Treasuries Drop Before $35 Billion 2-Year Note Sale on Fed ViewDaniel Kruger and Lukanyo Mnyanda
Treasuries fell, extending their biggest loss in more than two years, before a report forecast to show U.S. consumer confidence jumped in May to a six-month high, fueling bets the Federal Reserve will slow monetary stimulus.
Treasury 10-year yields traded at almost the highest level since March before the U.S. auctions $35 billion of two-year notes in the first of three sales this week totaling $99 billion. Government securities have lost 1.3 percent in May, set for the steepest drop since December 2010, according to Bank of America Merrill Lynch indexes. Fed Chairman Ben S. Bernanke said last week the central bank may cut the pace of asset purchases if officials see indications of sustained economic growth.
“The focus is going to be on supply,” said Sean Murphy, a trader at Societe Generale SA in New York, one of the 21 primary dealers that trade with the Fed. “That’s probably the majority of why we’re softer. You’re probably seeing a little more reaction to Bernanke’s comments.”
Benchmark 10-year yields climbed four basis points, or 0.04 percentage point, to 2.05 percent at 8:43 a.m. New York time, according to Bloomberg Bond Trader data. The 1.75 percent note due May 2023 slid 11/32, or $3.44 per $1,000 face amount, to 97 10/32. The yield reached 2.07 percent on May 23, the highest level since March 14.
Trade in U.S. government securities was closed yesterday for a holiday.
The two-year notes scheduled for sale today yielded 0.26 percent in pre-auction trading, up from a rate of 0.233 percent at a previous sale on April 23.
The U.S. is due to auction $35 billion of five-year debt tomorrow and $29 billion of seven-year securities on May 30.
Trading volume at ICAP Plc, the largest inter-dealer broker of U.S. government debt, surged to $662.3 billion on May 22, the day Bernanke said in testimony to Congress that policy makers may cut the pace of bond purchases at the next few meetings if they see signs the economy’s growth is sustainable. That was the highest level in data going back to 2004. The previous high was $621.8 billion in August 2007. ICAP’s average daily volume for this year has been $292.8 billion.
The Fed is buying $85 billion of Treasury and mortgage debt a month, a policy known as quantitative easing, to support the economy by putting downward pressure on borrowing costs. The central bank plans to buy as much as $1.75 billion of Treasuries maturing from February 2036 to May 2043 today.
“If we see continued improvement and we have confidence that that is going to be sustained, then we could in -- in the next few meetings -- we could take a step down in our pace of purchases,” Bernanke told lawmakers last week.
The Conference Board’s sentiment index climbed to 71.2 this month from 68.1 in April, according to the median prediction of 75 economists in a Bloomberg News survey. That would be the highest reading since November’s 71.5.

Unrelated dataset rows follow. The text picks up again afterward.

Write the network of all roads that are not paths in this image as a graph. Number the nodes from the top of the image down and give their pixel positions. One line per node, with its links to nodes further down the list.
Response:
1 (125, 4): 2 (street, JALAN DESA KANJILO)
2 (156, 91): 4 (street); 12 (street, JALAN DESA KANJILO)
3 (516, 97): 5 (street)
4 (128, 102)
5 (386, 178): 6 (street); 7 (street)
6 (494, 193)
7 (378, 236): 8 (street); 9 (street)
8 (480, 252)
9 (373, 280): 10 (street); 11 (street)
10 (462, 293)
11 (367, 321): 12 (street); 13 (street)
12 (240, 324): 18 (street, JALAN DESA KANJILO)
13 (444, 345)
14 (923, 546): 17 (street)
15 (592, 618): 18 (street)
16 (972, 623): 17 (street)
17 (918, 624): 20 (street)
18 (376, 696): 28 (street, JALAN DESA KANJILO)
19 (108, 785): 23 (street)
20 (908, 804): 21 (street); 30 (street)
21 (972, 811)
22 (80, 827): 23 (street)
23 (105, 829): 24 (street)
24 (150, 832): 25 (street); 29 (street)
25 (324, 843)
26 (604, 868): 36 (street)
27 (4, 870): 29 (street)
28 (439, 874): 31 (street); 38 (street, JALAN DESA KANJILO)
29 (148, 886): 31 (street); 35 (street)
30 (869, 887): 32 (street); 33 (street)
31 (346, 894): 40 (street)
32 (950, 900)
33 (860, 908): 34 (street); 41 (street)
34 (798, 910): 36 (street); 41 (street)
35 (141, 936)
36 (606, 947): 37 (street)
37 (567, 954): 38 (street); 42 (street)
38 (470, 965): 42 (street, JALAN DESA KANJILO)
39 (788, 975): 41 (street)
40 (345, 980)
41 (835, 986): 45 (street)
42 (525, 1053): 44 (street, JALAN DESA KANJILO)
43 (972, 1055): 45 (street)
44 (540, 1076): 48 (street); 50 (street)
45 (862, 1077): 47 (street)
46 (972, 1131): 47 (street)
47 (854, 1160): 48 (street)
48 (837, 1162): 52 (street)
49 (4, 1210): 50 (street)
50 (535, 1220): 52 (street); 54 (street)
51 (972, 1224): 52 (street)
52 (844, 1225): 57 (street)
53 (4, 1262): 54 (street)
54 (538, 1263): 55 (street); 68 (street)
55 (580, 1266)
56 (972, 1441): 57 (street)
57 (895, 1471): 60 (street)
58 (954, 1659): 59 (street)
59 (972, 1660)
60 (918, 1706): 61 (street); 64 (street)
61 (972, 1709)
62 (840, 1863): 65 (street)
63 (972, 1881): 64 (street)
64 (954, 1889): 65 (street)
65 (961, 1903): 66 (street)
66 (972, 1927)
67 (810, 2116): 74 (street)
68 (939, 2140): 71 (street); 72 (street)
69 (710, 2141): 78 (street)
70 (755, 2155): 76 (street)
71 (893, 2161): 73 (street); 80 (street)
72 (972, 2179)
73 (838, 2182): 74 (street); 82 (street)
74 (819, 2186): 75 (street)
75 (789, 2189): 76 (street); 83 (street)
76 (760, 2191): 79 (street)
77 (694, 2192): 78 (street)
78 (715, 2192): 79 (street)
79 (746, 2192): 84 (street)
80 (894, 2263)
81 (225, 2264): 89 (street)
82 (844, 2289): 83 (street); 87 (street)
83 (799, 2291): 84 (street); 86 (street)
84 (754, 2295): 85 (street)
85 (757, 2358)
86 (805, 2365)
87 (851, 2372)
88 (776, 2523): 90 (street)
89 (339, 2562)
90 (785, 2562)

The S&P/Case-Shiller index of property values increased 10.9 percent from March 2012, the biggest 12-month gain since April 2006, after advancing 9.4 percent in February, a report showed today in New York. The median projection of 30 economists surveyed by Bloomberg called for a 10.2 percent advance.
Unemployment at 7.5 percent and a 1.1 percent inflation rate are helping keep yields and volatility in check.
“Coming into this week, sentiment in bond markets wasn’t good as we tested important levels already” in both Treasuries and German bunds, said Piet Lammens, head of research at KBC Bank NV in Brussels. “The decline in bond markets was already well under way when Bernanke spoke but certainly it helped.”
Treasury declines may accelerate should the 10-year yield jump above a possible cluster of buy orders at 2.09 percent, with the risk that rates may climb toward 2.40 percent, Lammens said.
Treasury Inflation-Protected Securities show investors anticipate an average increase of 2.27 percent in consumer prices for the next decade, up from 2.23 percent on May 23, which was the least since Aug. 9.
The Fed’s preferred measure of inflation, the personal consumption expenditures deflator, fell in April for a second month by 0.2 percent, according to the median forecast of 32 economists in a Bloomberg News survey. The Bureau of Economic Analysis will report the data May 31.
Bank of America Merrill Lynch’s MOVE Index, which tracks option projections for the pace of swings in Treasuries maturing in two to 30 years, fell to a record 48.87 on May 9. The index rose to as high as 68.2 last week, below the average of 96.6 since 2006.